Was ich damit wieder einmal transportieren will, ist die Forderung nach einer leidenschaftlichen, ihren Gegenstand als Lebenspriorität vertretenden Kulturpolitik. Denn schon wieder ist es die Kunst, die dem Versagen der Politik durch die Tat begegnet. Nachdem im Gefolge der dilettantischen Verordnungslage ein Infizierter legal der "Jedermann"-Premiere beigewohnt hatte, verfügten die Festspiele, aus deren erfolgreichem Präventivkonzept die Politik ein Jahr lang keine Schlüsse gezogen hatte, sofortige FFP2-Masken-Pflicht für alle ihre Veranstaltungen. Zeitgleich sah sich der Gesundheitsminister zur Halbzeit der Reisesaison außerstande, bei der Tourismusministerin eine ernsthafte Testpflicht für Kroatien-Rückkehrer durchzusetzen, ohne dass einer der beiden zurückgetreten wäre.

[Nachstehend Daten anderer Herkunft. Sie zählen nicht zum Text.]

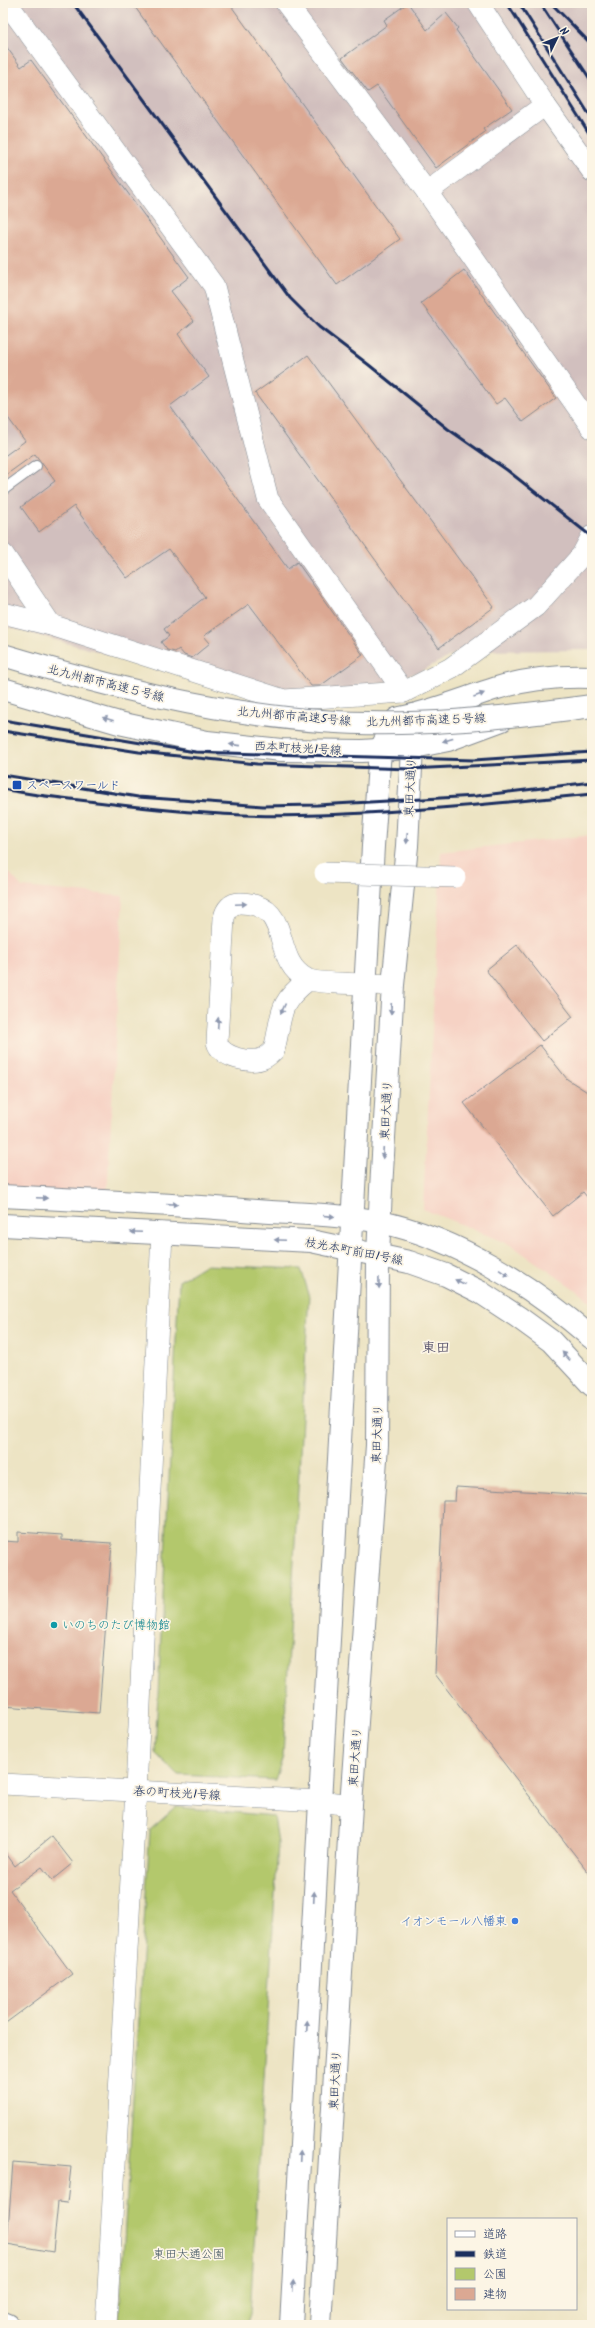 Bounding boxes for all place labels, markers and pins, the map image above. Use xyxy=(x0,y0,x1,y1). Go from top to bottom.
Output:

Womit ich wieder am Ausgangspunkt meiner Erörterungen bin. Kulturmenschen, die der ihnen anvertrauten Materie durch Leidenschaft und Sachkenntnis verbunden sind: Das wäre das Anforderungsprofil für anstehende Besetzungen in den hier zur Debatte stehenden Bereichen. Nun habe ich keine Ahnung, ob Lisa Totzauer und/oder Roland Weißmann diesem Katalog entsprechen. Ich wünsche es ihnen, dem ORF und mir von Herzen. Denn in einem dem öffentlich-rechtlichen Kulturauftrag verpflichteten Unternehmen kann es gar nicht genug Kulturmenschen geben.

Was ich fraglos weiß, ist das Folgende: Der Amtsinhaber Alexander Wrabetz ist ein Kulturmensch, dem ich öfter im Theater und in der Oper begegnet bin als jedem Kunstminister nach Rudolf Scholten. Der ORF hat in den Monaten des politischen Versagens mit den Salzburger Festspielen, der Staatsoper und den Philharmonikern Wegweisendes geleistet: Über den Sender ORF III, ein Derivat der Ära Wrabetz, wurde die Versorgung mit dem Grundnahrungsmittel Kunst aufrecht erhalten. Ich gebe das formlos zu bedenken, ohne mich in die Gebarung multicolorer Freundeskreise, die ausnahmslos nicht die meinen sind, einmengen zu wollen.